PROBLEM:
Output the data in full and exactly as presented.

*** Opening of SUPPLIED DATA ***

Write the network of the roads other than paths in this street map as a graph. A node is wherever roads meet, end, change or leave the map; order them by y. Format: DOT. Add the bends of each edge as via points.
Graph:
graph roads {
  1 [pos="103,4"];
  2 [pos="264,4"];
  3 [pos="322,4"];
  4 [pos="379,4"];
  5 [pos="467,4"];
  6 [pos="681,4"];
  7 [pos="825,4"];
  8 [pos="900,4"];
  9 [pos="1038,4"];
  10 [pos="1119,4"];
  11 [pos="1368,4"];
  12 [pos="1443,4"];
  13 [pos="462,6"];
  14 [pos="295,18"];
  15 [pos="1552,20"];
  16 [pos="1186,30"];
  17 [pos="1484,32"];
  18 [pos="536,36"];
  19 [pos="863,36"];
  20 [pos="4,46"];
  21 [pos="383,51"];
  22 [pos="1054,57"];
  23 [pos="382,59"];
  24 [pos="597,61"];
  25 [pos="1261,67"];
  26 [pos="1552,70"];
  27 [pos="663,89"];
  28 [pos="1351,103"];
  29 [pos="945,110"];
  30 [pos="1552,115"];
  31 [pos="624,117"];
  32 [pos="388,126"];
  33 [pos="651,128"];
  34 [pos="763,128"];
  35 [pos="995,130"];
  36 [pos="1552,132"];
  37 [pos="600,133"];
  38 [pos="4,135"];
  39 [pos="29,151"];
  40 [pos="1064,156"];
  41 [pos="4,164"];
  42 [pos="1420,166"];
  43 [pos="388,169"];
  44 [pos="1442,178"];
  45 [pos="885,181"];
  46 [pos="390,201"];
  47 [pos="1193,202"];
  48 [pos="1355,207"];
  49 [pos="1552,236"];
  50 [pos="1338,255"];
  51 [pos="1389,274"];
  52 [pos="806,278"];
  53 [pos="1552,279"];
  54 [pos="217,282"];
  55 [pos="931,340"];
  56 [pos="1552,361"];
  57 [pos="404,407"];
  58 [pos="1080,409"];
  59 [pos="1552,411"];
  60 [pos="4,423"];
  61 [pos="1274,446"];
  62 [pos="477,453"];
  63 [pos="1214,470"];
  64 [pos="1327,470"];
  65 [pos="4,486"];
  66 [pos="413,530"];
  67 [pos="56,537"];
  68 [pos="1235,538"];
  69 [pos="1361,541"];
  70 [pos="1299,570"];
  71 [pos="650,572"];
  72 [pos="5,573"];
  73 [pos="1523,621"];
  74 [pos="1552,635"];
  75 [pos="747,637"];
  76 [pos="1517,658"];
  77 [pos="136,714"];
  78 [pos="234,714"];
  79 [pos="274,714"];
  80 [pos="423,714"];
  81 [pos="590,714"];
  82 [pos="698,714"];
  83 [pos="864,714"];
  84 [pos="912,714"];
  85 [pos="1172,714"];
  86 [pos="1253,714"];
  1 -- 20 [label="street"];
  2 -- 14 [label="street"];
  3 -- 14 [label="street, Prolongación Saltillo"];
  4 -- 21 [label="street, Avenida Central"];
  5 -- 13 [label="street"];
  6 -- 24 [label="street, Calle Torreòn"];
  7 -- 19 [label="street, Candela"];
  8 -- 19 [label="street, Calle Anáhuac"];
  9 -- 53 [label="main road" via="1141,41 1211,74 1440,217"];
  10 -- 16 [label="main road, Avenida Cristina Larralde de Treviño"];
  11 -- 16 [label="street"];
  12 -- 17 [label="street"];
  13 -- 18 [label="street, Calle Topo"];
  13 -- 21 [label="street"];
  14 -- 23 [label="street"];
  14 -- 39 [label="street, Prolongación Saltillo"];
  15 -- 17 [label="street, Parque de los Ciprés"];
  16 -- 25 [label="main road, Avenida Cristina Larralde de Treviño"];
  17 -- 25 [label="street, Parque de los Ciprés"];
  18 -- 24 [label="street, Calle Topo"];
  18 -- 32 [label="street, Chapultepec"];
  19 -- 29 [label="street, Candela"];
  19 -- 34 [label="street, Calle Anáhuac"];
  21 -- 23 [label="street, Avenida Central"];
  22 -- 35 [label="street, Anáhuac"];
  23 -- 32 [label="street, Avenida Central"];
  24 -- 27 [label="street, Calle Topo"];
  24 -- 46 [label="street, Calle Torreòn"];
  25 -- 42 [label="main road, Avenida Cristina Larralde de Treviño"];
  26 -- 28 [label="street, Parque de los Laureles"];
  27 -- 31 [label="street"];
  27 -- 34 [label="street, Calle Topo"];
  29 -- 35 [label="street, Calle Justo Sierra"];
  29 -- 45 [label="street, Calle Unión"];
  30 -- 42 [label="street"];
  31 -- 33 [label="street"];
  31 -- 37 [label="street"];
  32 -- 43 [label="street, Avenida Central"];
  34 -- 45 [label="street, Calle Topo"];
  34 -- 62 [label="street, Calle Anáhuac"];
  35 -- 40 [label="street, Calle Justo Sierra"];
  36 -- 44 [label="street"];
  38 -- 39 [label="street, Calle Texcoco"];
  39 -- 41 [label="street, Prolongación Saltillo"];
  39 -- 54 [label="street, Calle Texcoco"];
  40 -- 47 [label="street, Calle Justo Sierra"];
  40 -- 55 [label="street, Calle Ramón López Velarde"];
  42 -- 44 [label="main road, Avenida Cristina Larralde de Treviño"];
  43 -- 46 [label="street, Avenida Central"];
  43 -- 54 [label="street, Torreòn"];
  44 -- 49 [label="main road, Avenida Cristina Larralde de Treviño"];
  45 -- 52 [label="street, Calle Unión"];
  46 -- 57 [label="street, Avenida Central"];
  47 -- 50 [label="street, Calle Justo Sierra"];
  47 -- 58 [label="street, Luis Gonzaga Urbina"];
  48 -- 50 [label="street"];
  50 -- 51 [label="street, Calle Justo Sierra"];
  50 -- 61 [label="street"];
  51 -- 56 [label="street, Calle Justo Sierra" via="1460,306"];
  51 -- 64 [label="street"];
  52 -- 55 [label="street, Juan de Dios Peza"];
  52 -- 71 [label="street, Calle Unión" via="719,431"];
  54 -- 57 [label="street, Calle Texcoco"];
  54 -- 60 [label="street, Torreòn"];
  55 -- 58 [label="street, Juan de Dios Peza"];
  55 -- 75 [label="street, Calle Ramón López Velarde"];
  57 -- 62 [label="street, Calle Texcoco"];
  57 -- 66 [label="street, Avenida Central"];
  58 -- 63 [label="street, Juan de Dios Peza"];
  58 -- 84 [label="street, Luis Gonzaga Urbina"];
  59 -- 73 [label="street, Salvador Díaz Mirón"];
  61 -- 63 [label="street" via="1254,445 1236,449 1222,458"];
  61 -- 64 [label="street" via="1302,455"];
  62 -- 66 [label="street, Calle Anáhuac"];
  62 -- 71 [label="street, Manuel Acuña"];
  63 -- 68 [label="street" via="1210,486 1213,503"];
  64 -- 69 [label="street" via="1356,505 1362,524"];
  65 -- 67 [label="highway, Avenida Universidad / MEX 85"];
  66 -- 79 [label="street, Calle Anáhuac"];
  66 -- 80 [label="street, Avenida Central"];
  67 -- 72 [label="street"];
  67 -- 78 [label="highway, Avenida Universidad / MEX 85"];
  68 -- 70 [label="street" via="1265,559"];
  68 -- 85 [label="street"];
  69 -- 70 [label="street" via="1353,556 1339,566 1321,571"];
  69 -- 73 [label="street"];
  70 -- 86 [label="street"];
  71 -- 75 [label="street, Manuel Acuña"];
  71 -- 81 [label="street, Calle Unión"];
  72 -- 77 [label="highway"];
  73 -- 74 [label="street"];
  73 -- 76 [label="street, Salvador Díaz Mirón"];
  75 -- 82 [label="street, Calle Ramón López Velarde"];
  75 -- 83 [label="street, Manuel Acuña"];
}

*** Close of SUPPLIED DATA ***

PROBLEM SOLUTION:
Write the network of the roads other than paths in this street map as a graph. A node is wherever roads meet, end, change or leave the map; order them by y. Format: DOT. Add the bends of each edge as via points.
Graph:
graph roads {
  1 [pos="103,4"];
  2 [pos="264,4"];
  3 [pos="322,4"];
  4 [pos="379,4"];
  5 [pos="467,4"];
  6 [pos="681,4"];
  7 [pos="825,4"];
  8 [pos="900,4"];
  9 [pos="1038,4"];
  10 [pos="1119,4"];
  11 [pos="1368,4"];
  12 [pos="1443,4"];
  13 [pos="462,6"];
  14 [pos="295,18"];
  15 [pos="1552,20"];
  16 [pos="1186,30"];
  17 [pos="1484,32"];
  18 [pos="536,36"];
  19 [pos="863,36"];
  20 [pos="4,46"];
  21 [pos="383,51"];
  22 [pos="1054,57"];
  23 [pos="382,59"];
  24 [pos="597,61"];
  25 [pos="1261,67"];
  26 [pos="1552,70"];
  27 [pos="663,89"];
  28 [pos="1351,103"];
  29 [pos="945,110"];
  30 [pos="1552,115"];
  31 [pos="624,117"];
  32 [pos="388,126"];
  33 [pos="651,128"];
  34 [pos="763,128"];
  35 [pos="995,130"];
  36 [pos="1552,132"];
  37 [pos="600,133"];
  38 [pos="4,135"];
  39 [pos="29,151"];
  40 [pos="1064,156"];
  41 [pos="4,164"];
  42 [pos="1420,166"];
  43 [pos="388,169"];
  44 [pos="1442,178"];
  45 [pos="885,181"];
  46 [pos="390,201"];
  47 [pos="1193,202"];
  48 [pos="1355,207"];
  49 [pos="1552,236"];
  50 [pos="1338,255"];
  51 [pos="1389,274"];
  52 [pos="806,278"];
  53 [pos="1552,279"];
  54 [pos="217,282"];
  55 [pos="931,340"];
  56 [pos="1552,361"];
  57 [pos="404,407"];
  58 [pos="1080,409"];
  59 [pos="1552,411"];
  60 [pos="4,423"];
  61 [pos="1274,446"];
  62 [pos="477,453"];
  63 [pos="1214,470"];
  64 [pos="1327,470"];
  65 [pos="4,486"];
  66 [pos="413,530"];
  67 [pos="56,537"];
  68 [pos="1235,538"];
  69 [pos="1361,541"];
  70 [pos="1299,570"];
  71 [pos="650,572"];
  72 [pos="5,573"];
  73 [pos="1523,621"];
  74 [pos="1552,635"];
  75 [pos="747,637"];
  76 [pos="1517,658"];
  77 [pos="136,714"];
  78 [pos="234,714"];
  79 [pos="274,714"];
  80 [pos="423,714"];
  81 [pos="590,714"];
  82 [pos="698,714"];
  83 [pos="864,714"];
  84 [pos="912,714"];
  85 [pos="1172,714"];
  86 [pos="1253,714"];
  1 -- 20 [label="street"];
  2 -- 14 [label="street"];
  3 -- 14 [label="street, Prolongación Saltillo"];
  4 -- 21 [label="street, Avenida Central"];
  5 -- 13 [label="street"];
  6 -- 24 [label="street, Calle Torreòn"];
  7 -- 19 [label="street, Candela"];
  8 -- 19 [label="street, Calle Anáhuac"];
  9 -- 53 [label="main road" via="1141,41 1211,74 1440,217"];
  10 -- 16 [label="main road, Avenida Cristina Larralde de Treviño"];
  11 -- 16 [label="street"];
  12 -- 17 [label="street"];
  13 -- 18 [label="street, Calle Topo"];
  13 -- 21 [label="street"];
  14 -- 23 [label="street"];
  14 -- 39 [label="street, Prolongación Saltillo"];
  15 -- 17 [label="street, Parque de los Ciprés"];
  16 -- 25 [label="main road, Avenida Cristina Larralde de Treviño"];
  17 -- 25 [label="street, Parque de los Ciprés"];
  18 -- 24 [label="street, Calle Topo"];
  18 -- 32 [label="street, Chapultepec"];
  19 -- 29 [label="street, Candela"];
  19 -- 34 [label="street, Calle Anáhuac"];
  21 -- 23 [label="street, Avenida Central"];
  22 -- 35 [label="street, Anáhuac"];
  23 -- 32 [label="street, Avenida Central"];
  24 -- 27 [label="street, Calle Topo"];
  24 -- 46 [label="street, Calle Torreòn"];
  25 -- 42 [label="main road, Avenida Cristina Larralde de Treviño"];
  26 -- 28 [label="street, Parque de los Laureles"];
  27 -- 31 [label="street"];
  27 -- 34 [label="street, Calle Topo"];
  29 -- 35 [label="street, Calle Justo Sierra"];
  29 -- 45 [label="street, Calle Unión"];
  30 -- 42 [label="street"];
  31 -- 33 [label="street"];
  31 -- 37 [label="street"];
  32 -- 43 [label="street, Avenida Central"];
  34 -- 45 [label="street, Calle Topo"];
  34 -- 62 [label="street, Calle Anáhuac"];
  35 -- 40 [label="street, Calle Justo Sierra"];
  36 -- 44 [label="street"];
  38 -- 39 [label="street, Calle Texcoco"];
  39 -- 41 [label="street, Prolongación Saltillo"];
  39 -- 54 [label="street, Calle Texcoco"];
  40 -- 47 [label="street, Calle Justo Sierra"];
  40 -- 55 [label="street, Calle Ramón López Velarde"];
  42 -- 44 [label="main road, Avenida Cristina Larralde de Treviño"];
  43 -- 46 [label="street, Avenida Central"];
  43 -- 54 [label="street, Torreòn"];
  44 -- 49 [label="main road, Avenida Cristina Larralde de Treviño"];
  45 -- 52 [label="street, Calle Unión"];
  46 -- 57 [label="street, Avenida Central"];
  47 -- 50 [label="street, Calle Justo Sierra"];
  47 -- 58 [label="street, Luis Gonzaga Urbina"];
  48 -- 50 [label="street"];
  50 -- 51 [label="street, Calle Justo Sierra"];
  50 -- 61 [label="street"];
  51 -- 56 [label="street, Calle Justo Sierra" via="1460,306"];
  51 -- 64 [label="street"];
  52 -- 55 [label="street, Juan de Dios Peza"];
  52 -- 71 [label="street, Calle Unión" via="719,431"];
  54 -- 57 [label="street, Calle Texcoco"];
  54 -- 60 [label="street, Torreòn"];
  55 -- 58 [label="street, Juan de Dios Peza"];
  55 -- 75 [label="street, Calle Ramón López Velarde"];
  57 -- 62 [label="street, Calle Texcoco"];
  57 -- 66 [label="street, Avenida Central"];
  58 -- 63 [label="street, Juan de Dios Peza"];
  58 -- 84 [label="street, Luis Gonzaga Urbina"];
  59 -- 73 [label="street, Salvador Díaz Mirón"];
  61 -- 63 [label="street" via="1254,445 1236,449 1222,458"];
  61 -- 64 [label="street" via="1302,455"];
  62 -- 66 [label="street, Calle Anáhuac"];
  62 -- 71 [label="street, Manuel Acuña"];
  63 -- 68 [label="street" via="1210,486 1213,503"];
  64 -- 69 [label="street" via="1356,505 1362,524"];
  65 -- 67 [label="highway, Avenida Universidad / MEX 85"];
  66 -- 79 [label="street, Calle Anáhuac"];
  66 -- 80 [label="street, Avenida Central"];
  67 -- 72 [label="street"];
  67 -- 78 [label="highway, Avenida Universidad / MEX 85"];
  68 -- 70 [label="street" via="1265,559"];
  68 -- 85 [label="street"];
  69 -- 70 [label="street" via="1353,556 1339,566 1321,571"];
  69 -- 73 [label="street"];
  70 -- 86 [label="street"];
  71 -- 75 [label="street, Manuel Acuña"];
  71 -- 81 [label="street, Calle Unión"];
  72 -- 77 [label="highway"];
  73 -- 74 [label="street"];
  73 -- 76 [label="street, Salvador Díaz Mirón"];
  75 -- 82 [label="street, Calle Ramón López Velarde"];
  75 -- 83 [label="street, Manuel Acuña"];
}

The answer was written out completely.